Salah satu hal yang saya syukuri dari ponsel berkamera adalah dapat membaca, menyalin, menerjemahkan, dan bahkan membacakan teks. Ponsel termurah pun dapat melakukannya.
Tadi saat akan mencoba alat kecil baru non-elektrik dengan tambahan fitur atau kebisaan, saya kerepotan membaca lembar kecil petunjuk pakai dengan teks yang memakai ukuran fon liliput.
Dengan ponsel saya dapat membaca teks tersebut berikut terjemahannya dalam bahasa Indonesia, dari bahasa Ceko dan Hungaria (Kemenlu tak konsisten: kadang memakai Hongaria), lalu mendengarkan robot membacakan untuk saya. Inilah contoh faedah kecerdasan artifisial atau akal tiruan. Belum memuaskan namun saya yakin si mesin akan terus belajar.
Kita, terutama generasi sepuh, kadung membayangkan AI tak tergapai. Padahal produk akhir layanan AI mudah kita akses. Sudah sepuluh tahun lebih kita terbiasa dengan kamera gerbang parkiran berfasilitas OCR untuk mencatat pelat nomor mobil, kemudian data dimasukkan ke dalam sistem penagihan. Semuanya berlangsung cepat karena dukungan AI. Memang sih, kalau sistem komputer ngadat akan merepotkan.
Perihal ponsel yang disebut cerdas — namun kini menyebut smartphone terasa berlebihan karena hampir semua ponsel anyar yang dijual adalah jenis itu — salah satu manfaat domestiknya adalah untuk membaca teks kecil dalam produk kosmetik. Kemudian teks hasil pembacaan itu dikirimkan via WhatsApp, termasuk ke nomor sendiri. Sangat membantu mata lansia.
Memang ada sesuatu yang hilang, yakni pengalaman tekstual anak iseng seperti zaman bacaan masih terbatas. Teks Latin berbahasa asing pada kemasan produk membuat anak masa itu bertambah pengetahuan. Dari tinta rapido, anak menjadi tahu bahwa negro adalah hitam dalam bahasa Spanyol, yang bahasa Inggrisnya adalah black, dan bahasa Belandanya zwart, lalu bahasa Jermannya schwarz.
Lantas anak itu teringat Zwarte Piet alias Pit Hitam, pendamping Sinterklas, yang merupakan lambang kolonialisme. Dari Schwarz kita ingat Arnold Schwarzenegger. Nama marga Austria itu terdiri atas dua kata dengan makna sama: hitam. Seperti nama Nurcahyo, dua kata itu berarti sinar. Apalagi jika namanya Nurcahyo Suminar.

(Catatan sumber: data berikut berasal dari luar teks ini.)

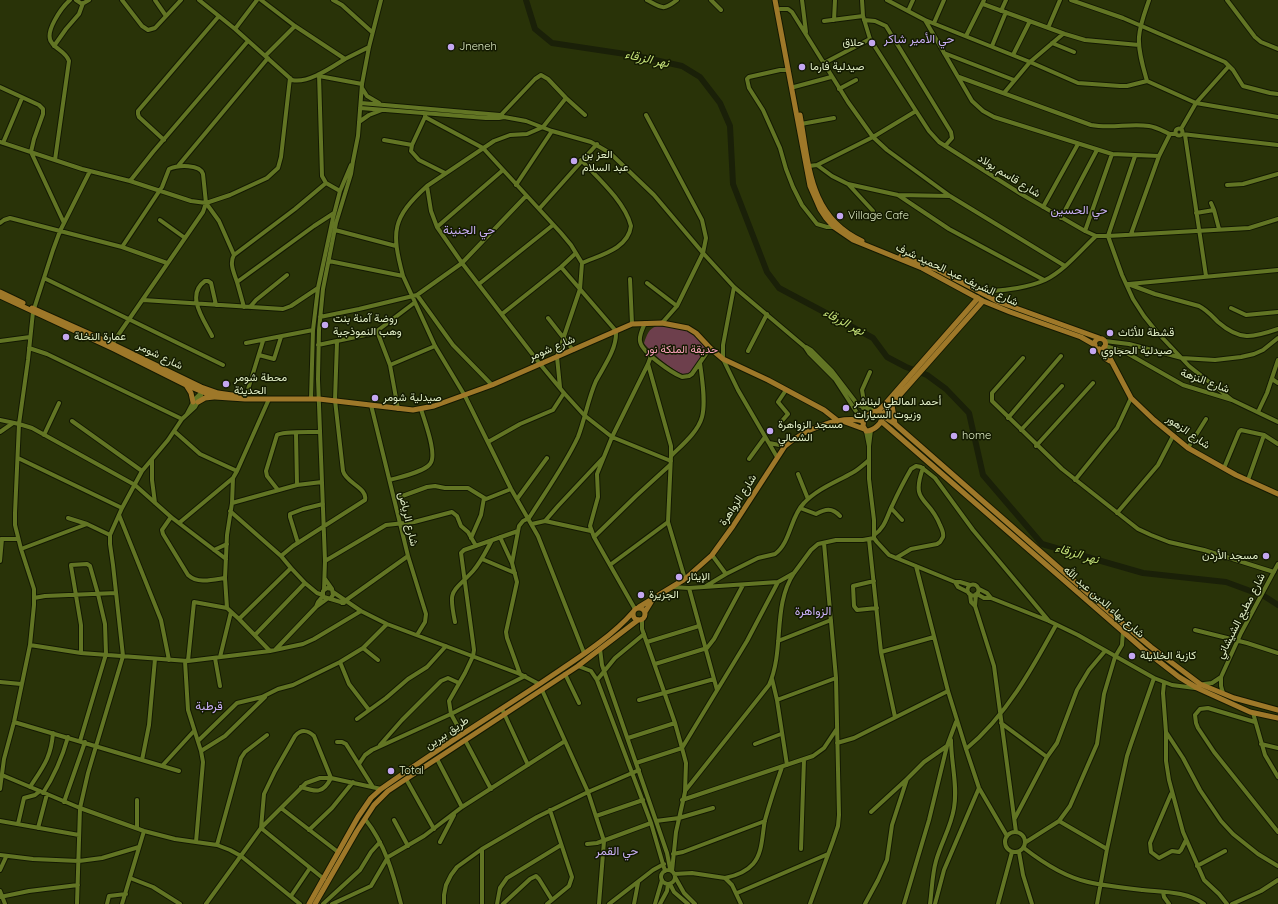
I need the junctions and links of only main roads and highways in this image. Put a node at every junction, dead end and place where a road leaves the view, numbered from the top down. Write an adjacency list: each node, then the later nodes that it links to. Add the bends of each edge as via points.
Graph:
1 (775, 0): 3 (main road, شارع الشريف عبد الحميد شرف, via 810,186 820,209 834,228 853,240)
2 (778, 0): 3 (main road, شارع الشريف عبد الحميد شرف, via 809,166 825,211 839,227 862,240)
3 (936, 272): 5 (main road, شارع الشريف عبد الحميد شرف); 8 (main road, شارع الشريف عبد الحميد شرف)
4 (0, 292): 10 (main road, شارع شومر)
5 (971, 294): 7 (main road, شارع الشريف عبد الحميد شرف); 9 (main road)
6 (0, 296): 10 (main road, شارع شومر)
7 (980, 299): 8 (main road); 9 (main road); 11 (main road); 13 (main road, شارع الشريف عبد الحميد شرف, via 1081,337)
8 (999, 302): 12 (main road, شارع الشريف عبد الحميد شرف)
9 (974, 303): 11 (main road)
10 (33, 310): 15 (main road, شارع شومر); 17 (main road, شارع شومر, via 112,344)
11 (946, 338): 16 (main road)
12 (1099, 338): 13 (main road); 14 (main road, شارع الشريف عبد الحميد شرف, via 1102,338)
13 (1094, 345): 14 (main road, شارع الشريف عبد الحميد شرف)
14 (1103, 346): 28 (main road, شارع الزهور, via 1131,398 1173,436 1188,448 1224,468)
15 (186, 385): 17 (main road, شارع شومر); 18 (main road, via 196,402)
16 (904, 387): 20 (main road); 21 (main road)
17 (201, 389): 18 (main road, شارع شومر); 19 (main road, شارع شومر)
18 (215, 396): 19 (main road, شارع شومر)
19 (247, 398): 24 (main road, شارع شومر, via 311,398 421,409 492,385 632,324 662,323 691,330 723,359 768,380)
20 (892, 405): 22 (main road); 26 (main road)
21 (877, 411): 22 (main road, شارع بهاء الدين عبد الله); 23 (main road)
22 (883, 415): 25 (main road); 26 (main road, شارع بهاء الدين عبد الله)
23 (864, 420): 24 (main road, شارع الزواهرة); 27 (main road)
24 (840, 421): 27 (main road); 29 (main road, شارع الزواهرة, via 813,429 785,446 712,555 685,579)
25 (881, 421): 27 (main road); 32 (main road, شارع بهاء الدين عبد الله, via 983,511)
26 (895, 424): 32 (main road, شارع بهاء الدين عبد الله)
27 (867, 430)
28 (1278, 493)
29 (653, 599): 30 (main road, شارع الزواهرة); 31 (main road, شارع الزواهرة)
30 (635, 610): 31 (main road, via 643,609); 33 (main road, via 634,617); 37 (main road, طريق بيرين, via 625,622 584,653 381,789 364,808)
31 (645, 612): 33 (main road, via 645,616)
32 (1113, 619): 34 (main road, شارع بهاء الدين عبد الله); 34 (main road, شارع بهاء الدين عبد الله, via 1143,649 1179,677)
33 (640, 620): 38 (main road, طريق بيرين, via 578,666 381,797 365,818)
34 (1199, 686): 35 (main road, شارع بهاء الدين عبد الله); 36 (main road, شارع بهاء الدين عبد الله, via 1253,713)
35 (1278, 710)
36 (1278, 718)
37 (308, 904)
38 (315, 904)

Kembali ke soal pengalaman anak iseng membaca teks asing dalam bungkus, akankah AI menjadikan orang malas belajar dalam menyerap informasi? Bagi saya tidak. Peta kognisi dan pengelolaannya dalam benak itu dari dulu rumit, batas polnya pun entah. Saya percaya manusia itu adaptif sekaligus kreatif. Adapun skeptisisme dan kritisisme memang itu bagian dari proses pembelajaran manusia.